Many times when those we love have been hurt we turn their experience into our own and we fear that we will someday be hurt like they have. If this is not the case with you-- what are you afraid of? Being left alone? change? If so, I think this requires a deeper level of help than what I can offer you online. What is important is that you have recognized that you are jealous-- which is HUGE. Many people go their lives living in denial about their jealous acts and in order to help yourself, you've taken an important first step.

Has there been anything that your boyfriend has said or done (besides being friendly) that has triggered you to "check up on him"? I know men look at pretty women, it is almost something they can't help-- heck, if I noticed a beautiful woman I am sure my husband has noticed her as well. It is entirely normal and the same can go for women-- you will notice a strikingly handsome man but you don't think about leaving your boyfriend for him, do you? It's just eye candy and nothing more. I am sure your boyfriend can think of many reasons why he is with you and not a single guy on the hunt for pretty girls.

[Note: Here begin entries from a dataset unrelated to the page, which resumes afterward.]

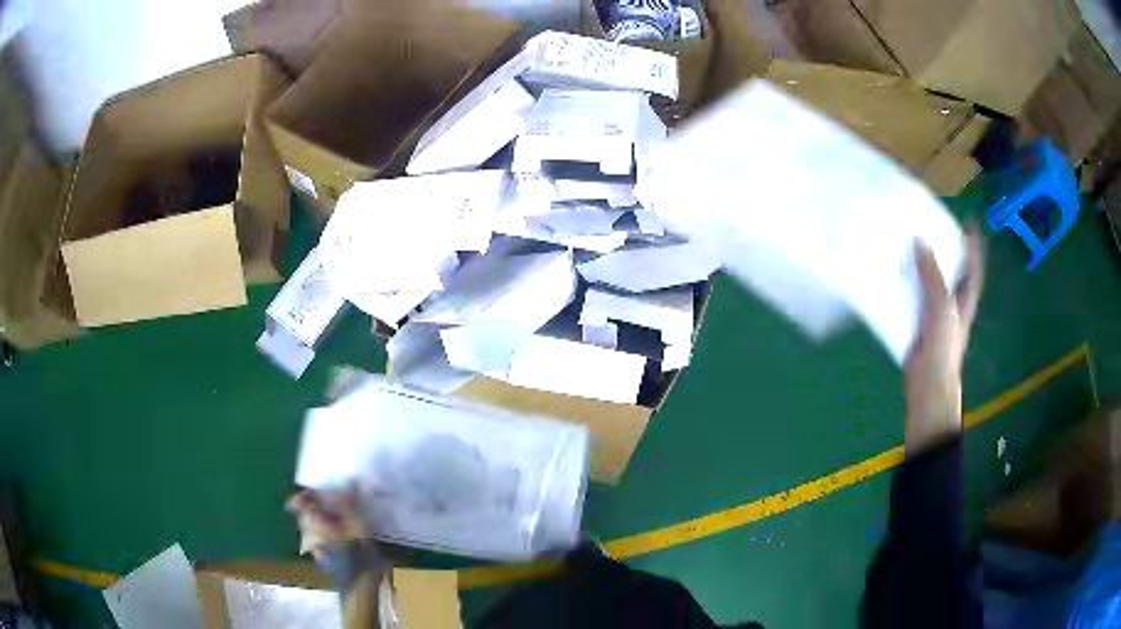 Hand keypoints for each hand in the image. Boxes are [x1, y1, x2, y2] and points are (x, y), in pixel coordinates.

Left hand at [286, 488, 367, 559]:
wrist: (359, 584)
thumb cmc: (357, 553)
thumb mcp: (357, 525)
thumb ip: (348, 504)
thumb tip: (347, 483)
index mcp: (313, 523)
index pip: (299, 502)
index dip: (307, 493)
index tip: (321, 490)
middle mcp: (308, 534)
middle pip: (306, 514)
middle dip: (318, 506)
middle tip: (336, 502)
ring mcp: (314, 547)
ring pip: (312, 526)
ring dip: (323, 519)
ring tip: (342, 518)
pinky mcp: (322, 557)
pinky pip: (319, 537)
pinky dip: (327, 531)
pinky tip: (343, 535)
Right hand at [904, 224, 983, 454]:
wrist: (929, 382)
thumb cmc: (944, 344)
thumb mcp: (942, 304)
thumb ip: (932, 273)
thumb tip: (919, 241)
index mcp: (965, 298)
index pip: (973, 266)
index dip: (974, 245)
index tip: (970, 222)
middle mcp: (952, 303)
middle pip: (950, 270)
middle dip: (943, 250)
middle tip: (930, 226)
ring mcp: (935, 314)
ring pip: (929, 283)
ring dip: (920, 266)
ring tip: (908, 242)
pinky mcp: (918, 323)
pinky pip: (912, 297)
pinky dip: (905, 285)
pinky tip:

It is easier said than done, but in a relationship it is important to trust. I say this because just as it is frustrating to you to be a jealous person it becomes a burden on your partner. The constant feeling of being with someone who is always taking notes at every glance, step, or word that comes out of your mouth is a very incarcerating and suffocating feeling for someone. Don't let a perfectly good relationship spoil over an insecurity that may be stemmed from nothing.

If you feel like you cannot seem to control the urge to check his phone, email, etc. perhaps seeking professional help would be the best thing both for you and your boyfriend to save your relationship.